Lorenzo Ornaghi, reitor da Universidade Católica do Sagrado Coração de Milão, aborda o segundo fator do livro Educar é um Risco: “Trata-se de mostrar o mais concretamente possível que entre o falar da tradição e o agir no presente não há nenhum grau de descontinuidade afetiva nem de incoerência ética”
Afirma Giussani que a comunicação educativa da tradição e do passado deve ser fascinante no presente, isto é, plena de razões que façam a pessoa captar o seu valor e a sua incidência...
A palavra-chave é seguramente “razões”. Dar as razões é sempre mostrar, segundo a categoria da evidência. No contexto educacional, trata-se de mostrar o mais concretamente possível que entre o falar da tradição e o agir no presente não há nenhum grau de descontinuidade afetiva nem de incoerência ética. Essa conexão – que é sempre uma conexão do tipo experiencial – constitui, entre outras coisas, a mais sincera abertura para o futuro e o verdadeiro ingresso no amanhã. O presente, de fato, não é um parêntese. A rica formulação do padre Giussani permite salvar a vivência presente como contínua disposição à perene novidade, de tal modo que é impossível cair na perigosa concepção de achar que o futuro está totalmente inscrito no passado (que é justamente a declaração de esterilidade para a qual a cultura ocidental parece freqüentemente se inclinar).
Entende-se, então, que a pergunta correta a emergir dentro do jovem não é “o que devo fazer?” e nem “como devo ser?”, mas “o que sou?”.
Exatamente. A pergunta “o que sou?” é o reconhecimento progressivo do meu ser. Por isso entendo que o dever não é algo que me é imposto de fora (talvez até de modo violento) e, portanto, inevitavelmente limitador, mas sim uma desejável conseqüência do meu ser. As modalidades com que vou realizar o poder-ser ou o dever-ser emergirão de certa maneira por si, pelos sinais da realidade. Em suma, se somos educados de modo verdadeiro para o método da resposta, é muito mais simples a pergunta “o que sou?”, e não as outras duas, as quais, ao contrário das aparências, são muito mais difíceis e insidiosas, pois levam a um emaranhamento numa multiplicidade de hipóteses às quais falta o critério de uma ordem unitária.
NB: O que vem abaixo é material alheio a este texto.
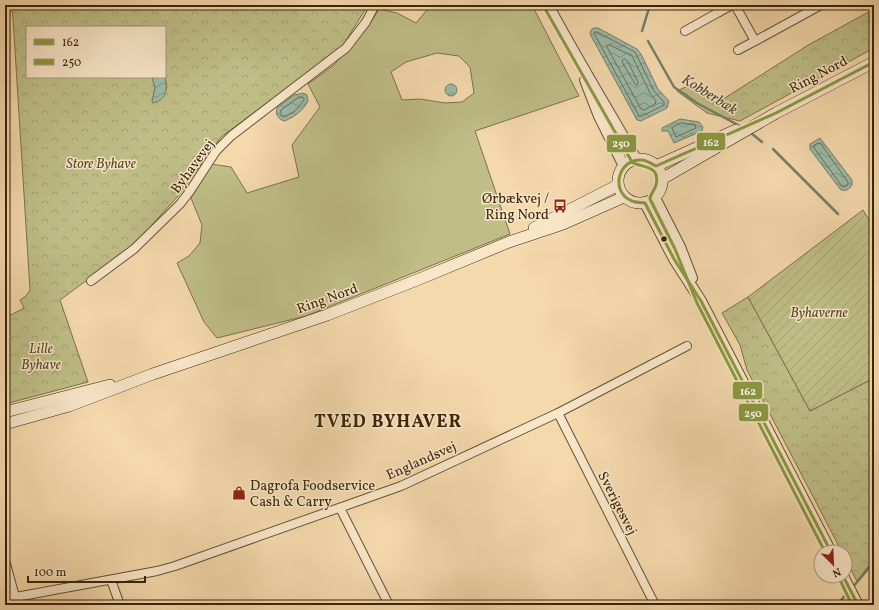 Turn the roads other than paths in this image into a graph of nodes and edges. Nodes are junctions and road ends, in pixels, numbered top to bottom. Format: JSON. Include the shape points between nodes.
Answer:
{"nodes":[{"id":1,"x":375,"y":5,"type":"edge"},
{"id":2,"x":548,"y":5,"type":"edge"},
{"id":3,"x":734,"y":5,"type":"edge"},
{"id":4,"x":821,"y":5,"type":"edge"},
{"id":5,"x":717,"y":9,"type":"edge"},
{"id":6,"x":685,"y":31,"type":"dead end"},
{"id":7,"x":755,"y":41,"type":"junction"},
{"id":8,"x":738,"y":50,"type":"dead end"},
{"id":9,"x":576,"y":58,"type":"junction"},
{"id":10,"x":874,"y":62,"type":"edge"},
{"id":11,"x":776,"y":113,"type":"junction"},
{"id":12,"x":636,"y":160,"type":"junction"},
{"id":13,"x":624,"y":166,"type":"junction"},
{"id":14,"x":656,"y":166,"type":"junction"},
{"id":15,"x":662,"y":179,"type":"junction"},
{"id":16,"x":618,"y":185,"type":"junction"},
{"id":17,"x":624,"y":197,"type":"junction"},
{"id":18,"x":650,"y":201,"type":"junction"},
{"id":19,"x":509,"y":242,"type":"junction"},
{"id":20,"x":91,"y":281,"type":"dead end"},
{"id":21,"x":686,"y":346,"type":"dead end"},
{"id":22,"x":153,"y":374,"type":"junction"},
{"id":23,"x":5,"y":412,"type":"edge"},
{"id":24,"x":558,"y":413,"type":"junction"},
{"id":25,"x":5,"y":424,"type":"edge"},
{"id":26,"x":340,"y":508,"type":"junction"},
{"id":27,"x":827,"y":544,"type":"edge"},
{"id":28,"x":5,"y":564,"type":"edge"},
{"id":29,"x":111,"y":580,"type":"junction"},
{"id":30,"x":847,"y":584,"type":"edge"},
{"id":31,"x":9,"y":598,"type":"edge"},
{"id":32,"x":120,"y":605,"type":"edge"},
{"id":33,"x":389,"y":605,"type":"edge"},
{"id":34,"x":655,"y":605,"type":"edge"},
{"id":35,"x":858,"y":605,"type":"edge"}],
"edges":[{"from":1,"to":20,"type":"street","name":"Byhavevej","via":[[354,40],[337,56],[231,136],[216,151],[180,204],[134,248]]},
{"from":2,"to":9,"type":"street"},
{"from":3,"to":5,"type":"street"},
{"from":3,"to":7,"type":"street"},
{"from":4,"to":7,"type":"street"},
{"from":5,"to":6,"type":"street"},
{"from":7,"to":8,"type":"street"},
{"from":9,"to":12,"type":"street"},
{"from":9,"to":13,"type":"street","via":[[599,116]]},
{"from":10,"to":11,"type":"main road","name":"Ring Nord"},
{"from":11,"to":14,"type":"main road","name":"Ring Nord"},
{"from":11,"to":15,"type":"main road","name":"Ring Nord"},
{"from":12,"to":13,"type":"main road"},
{"from":12,"to":14,"type":"main road","via":[[643,159]]},
{"from":13,"to":16,"type":"main road","via":[[620,171]]},
{"from":14,"to":15,"type":"main road"},
{"from":15,"to":18,"type":"main road","via":[[659,193]]},
{"from":16,"to":17,"type":"main road"},
{"from":16,"to":19,"type":"main road","name":"Ring Nord"},
{"from":17,"to":18,"type":"main road","via":[[637,204]]},
{"from":17,"to":19,"type":"main road","name":"Ring Nord","via":[[563,224]]},
{"from":18,"to":27,"type":"street","via":[[680,247],[701,301]]},
{"from":19,"to":22,"type":"main road","name":"Ring Nord","via":[[328,315]]},
{"from":21,"to":24,"type":"street","name":"Englandsvej"},
{"from":22,"to":23,"type":"main road","name":"Ring Nord"},
{"from":22,"to":25,"type":"main road","name":"Ring Nord","via":[[69,406]]},
{"from":24,"to":26,"type":"street","name":"Englandsvej","via":[[401,486]]},
{"from":24,"to":34,"type":"street","name":"Sverigesvej"},
{"from":26,"to":29,"type":"street","name":"Englandsvej","via":[[175,566]]},
{"from":26,"to":33,"type":"street"},
{"from":28,"to":31,"type":"street","name":"Englandsvej"},
{"from":29,"to":31,"type":"street","name":"Englandsvej"},
{"from":29,"to":32,"type":"street"},
{"from":30,"to":35,"type":"street"}]} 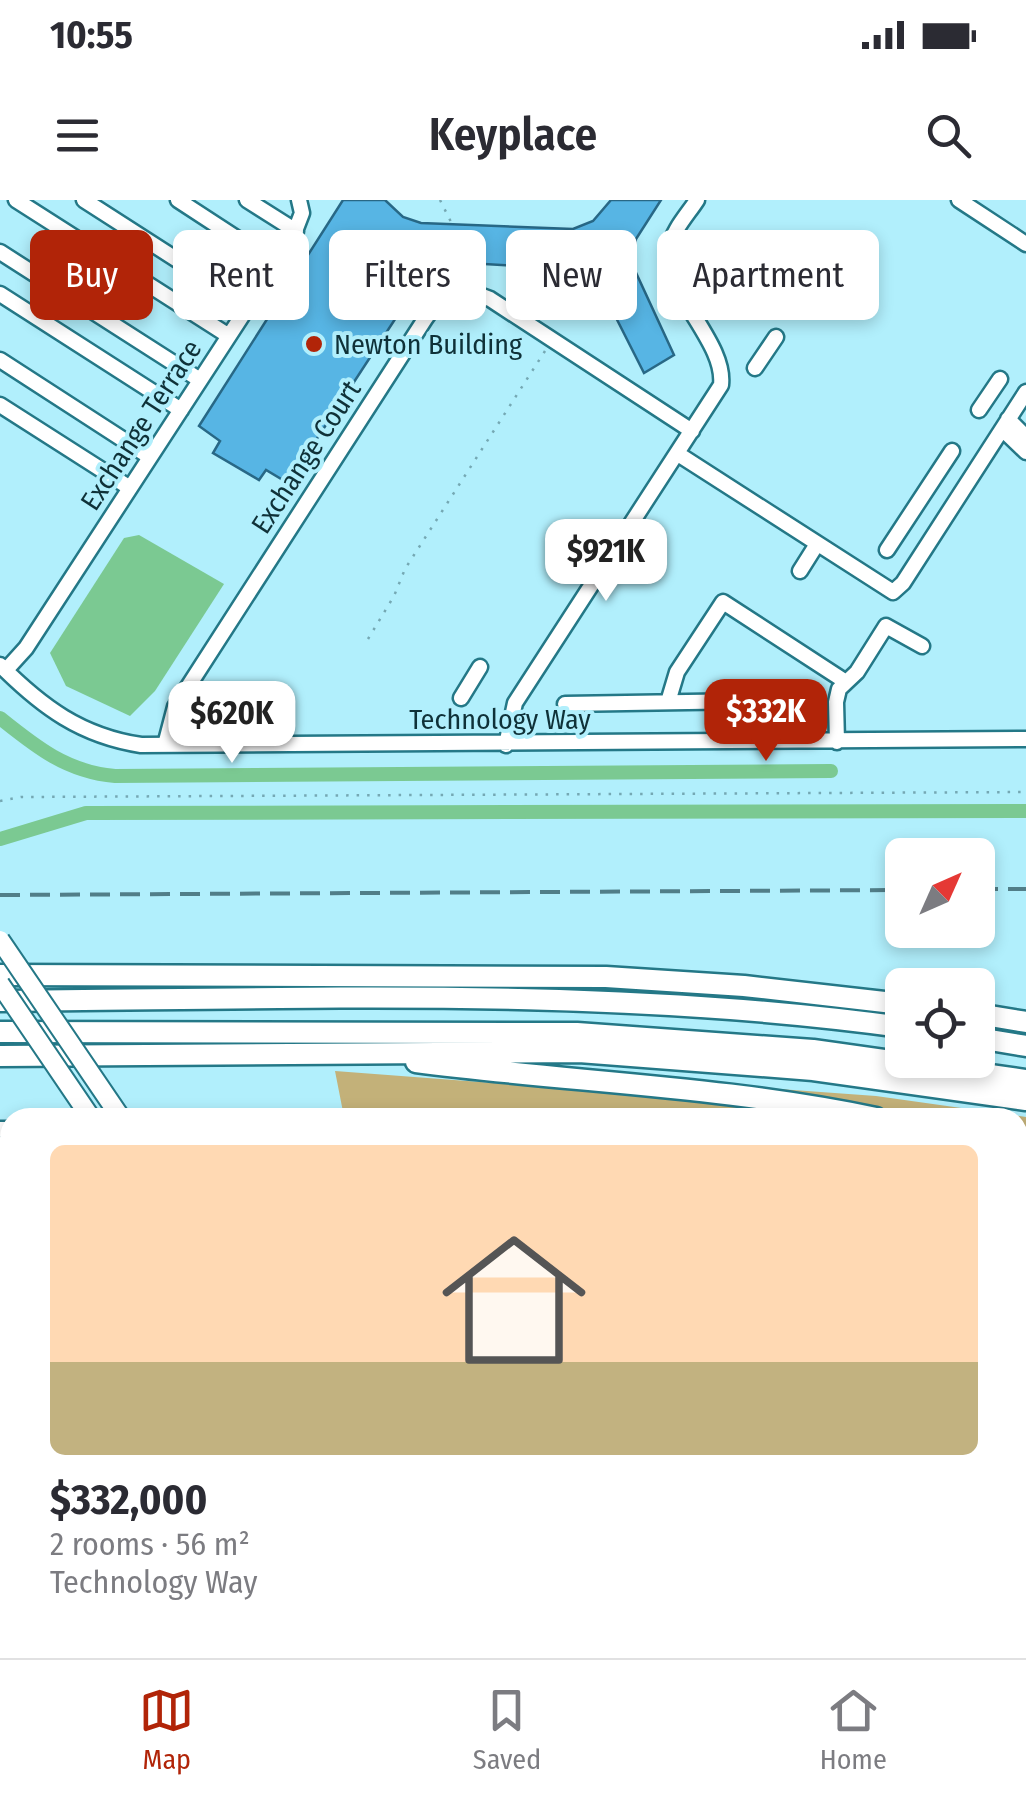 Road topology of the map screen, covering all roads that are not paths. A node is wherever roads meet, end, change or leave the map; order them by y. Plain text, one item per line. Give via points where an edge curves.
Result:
1 (16, 200) edge
2 (84, 200) edge
3 (178, 200) edge
4 (248, 200) edge
5 (300, 200) edge
6 (697, 200) edge
7 (959, 200) edge
8 (224, 230) edge
9 (294, 230) edge
10 (296, 230) edge
11 (1026, 244) edge
12 (0, 252) edge
13 (173, 257) edge
14 (0, 294) edge
15 (240, 320) edge
16 (229, 336) junction
17 (776, 337) dead end
18 (0, 360) edge
19 (755, 368) dead end
20 (1000, 378) dead end
21 (200, 380) junction
22 (1026, 392) edge
23 (0, 405) edge
24 (180, 410) junction
25 (979, 410) dead end
26 (1006, 424) junction
27 (692, 431) junction
28 (1026, 437) edge
29 (952, 451) dead end
30 (1026, 452) edge
31 (678, 454) junction
32 (150, 457) junction
33 (130, 488) junction
34 (817, 544) junction
35 (887, 550) dead end
36 (800, 571) dead end
37 (922, 646) dead end
38 (3, 668) edge
39 (480, 668) dead end
40 (846, 682) junction
41 (461, 698) dead end
42 (801, 700) dead end
43 (668, 702) junction
44 (566, 704) dead end
45 (1026, 739) edge
46 (836, 742) junction
47 (165, 744) junction
48 (506, 745) junction
49 (0, 940) edge
50 (0, 975) edge
51 (0, 984) edge
52 (0, 1001) edge
53 (885, 1002) edge
54 (995, 1017) edge
55 (1026, 1022) edge
56 (885, 1026) edge
57 (0, 1032) edge
58 (995, 1041) edge
59 (1026, 1046) edge
60 (349, 1053) junction
61 (0, 1056) edge
62 (1026, 1080) edge
63 (1026, 1100) edge
64 (84, 1108) edge
65 (114, 1108) edge
66 (813, 1108) edge

1 - 16 street
2 - 13 street
3 - 8 street
4 - 9 street
5 - 10 street, Exchange Terrace
6 - 27 street via 673,237 670,257 722,381
7 - 11 street
12 - 21 street
14 - 24 street
15 - 16 street, Exchange Terrace
16 - 21 street, Exchange Terrace
17 - 19 street
18 - 32 street
20 - 25 street
21 - 24 street, Exchange Terrace
22 - 26 street
23 - 33 street
24 - 32 street, Exchange Terrace
26 - 28 street
26 - 30 street
26 - 34 street via 895,591
27 - 31 street
27 - 47 street, Exchange Court via 484,296 458,292 438,300 175,706
29 - 35 street
31 - 34 street
31 - 48 street via 515,704
32 - 33 street, Exchange Terrace
33 - 38 street, Exchange Terrace via 26,648
34 - 36 street
37 - 40 street via 886,626
38 - 47 street, Technology Way via 78,728 124,742
39 - 41 street
40 - 43 street via 723,602 677,672
40 - 46 street via 836,702
42 - 43 street
43 - 44 street
45 - 46 street, Technology Way
46 - 48 street, Technology Way
47 - 48 street, Technology Way
49 - 65 main road, bridge
50 - 53 highway via 606,977
51 - 64 main road, bridge
52 - 56 highway via 550,999 737,1009
54 - 55 highway
57 - 62 highway via 577,1032 813,1050
58 - 59 highway
60 - 61 highway
60 - 63 highway via 689,1058
60 - 66 highway via 675,1086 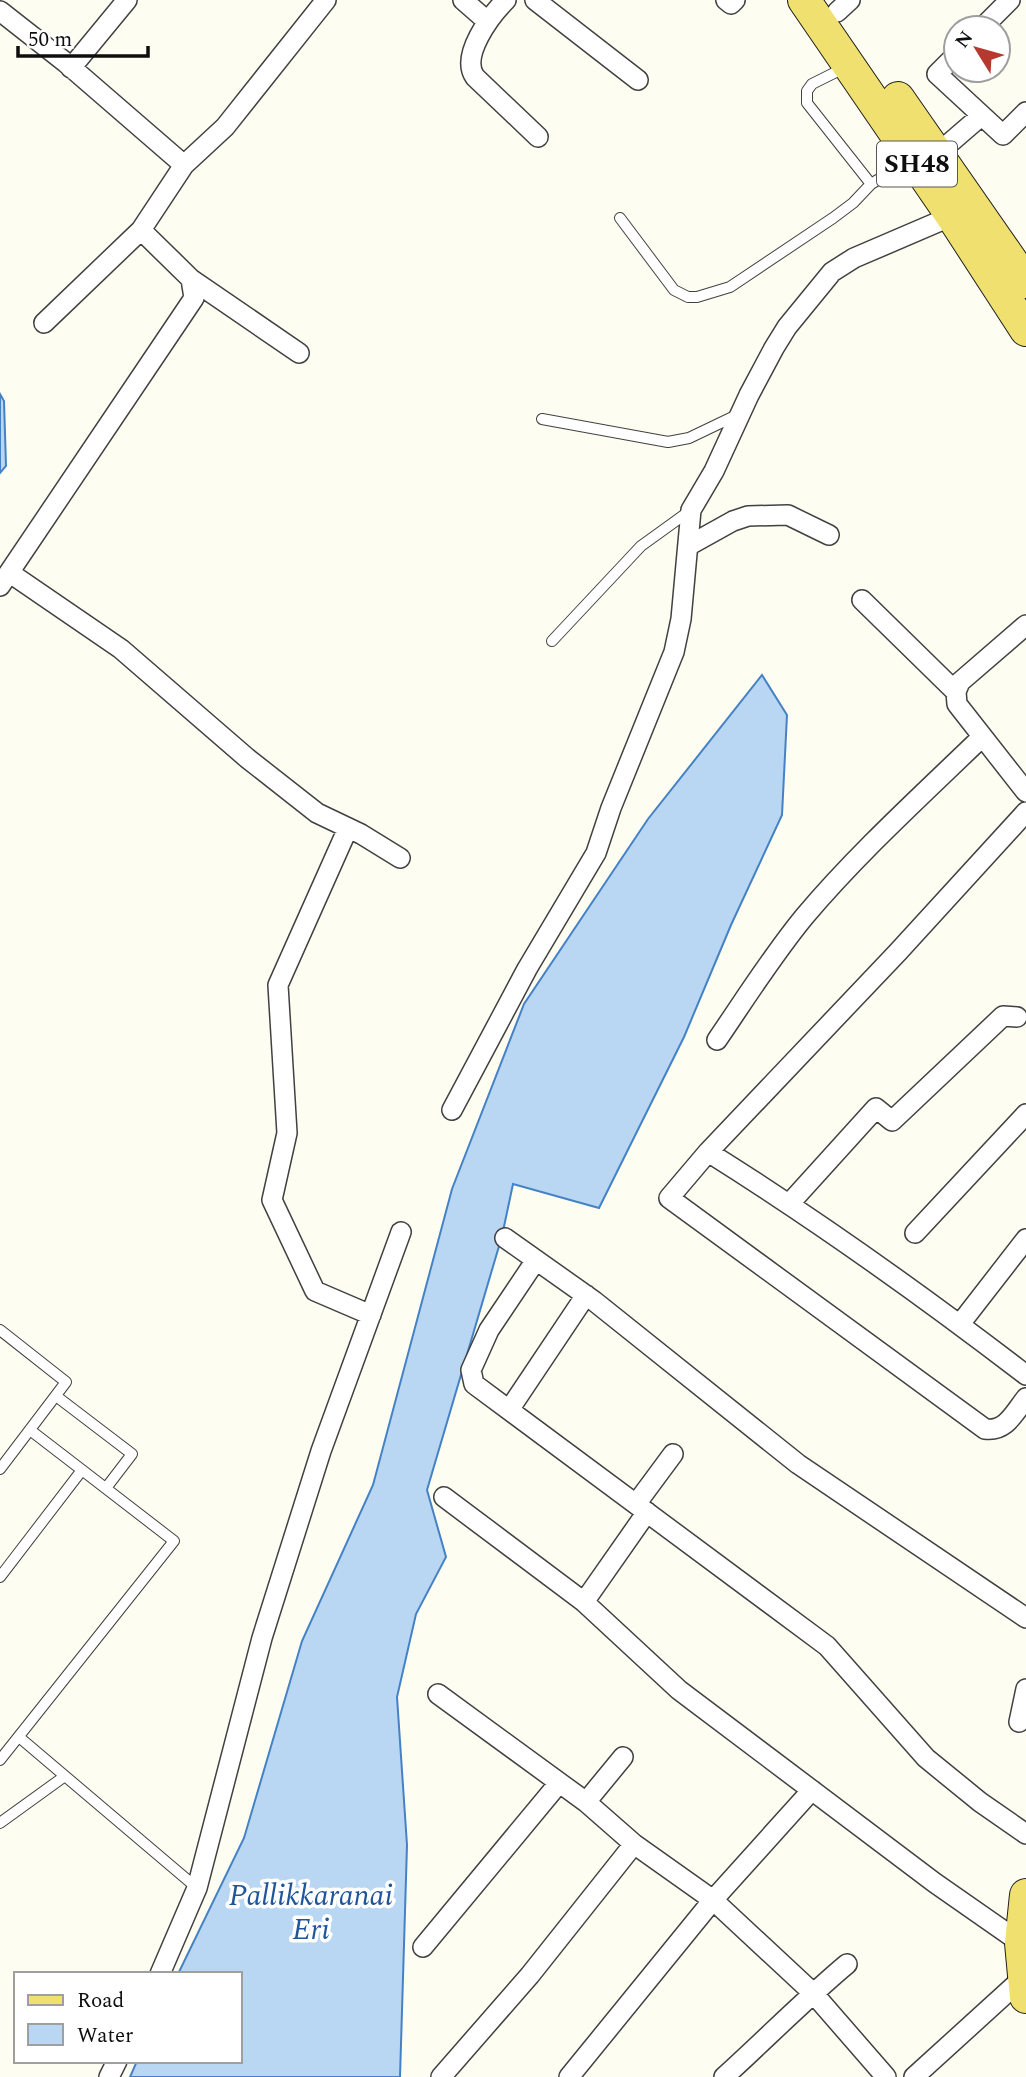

Como descreveria a raiz de uma falsa educação?
Utilizaria as palavras do padre Giussani em Educar é um Risco: é “a prevalência da ideologia sobre a observação”. A ideologia – aprendemos de todas as ideologias presentes na história e na política – apresenta-se sempre como uma “verdade” comunicada e proposta à crença (ou imposta), não importando se está ou não próxima da realidade. A observação constitui efetivamente um válido antídoto em relação a qualquer conteúdo mentiroso ou pseudo-realista. Não se trata, porém, de uma observação que nasce espontaneamente, mas de uma observação educada, educada pela inteligência do ser.
Na sua experiência pessoal de docente, em relação ao aluno, onde está o limite entre o propor e o impor?
Está no cultivar a liberdade: se reconheço que sou livre e essa irredutível liberdade a reconheço naquele que está diante de mim, o limite entre propor e impor fica imediatamente muito claro. Do contrário, o limite se torna maliciosamente frágil ou, justamente, ideológico.
Giussani identifica dois fatores para que seja possível um autêntico renascimento cultural: um interesse por tudo e uma certeza básica. Qual a sua reação a isso, como reitor?
Compartilho dessa opinião. E o aspecto que gostaria de sublinhar é que não se trata do interesse por tudo e da certeza básica do indivíduo: é quando essa dupla experiência se torna coletiva, difusa ou, melhor ainda, comunitária, que se dá o renascimento cultural autêntico. Repetir continuamente que a universidade como vida e como instituição se baseia numa pertença comunitária forte, explícita e aceita é a missão para a qual todo reitor deve se sentir chamado.
Educar é uma vocação?
Se quisermos manter o sentido pleno da palavra vocação (de “ser chamado” e, por sua vez, de “chamar”), deveremos responder com um convicto “sim”. Não importa discutir se é uma vocação melhor do que as outras. Mas certamente não é uma aventura para mercantilistas.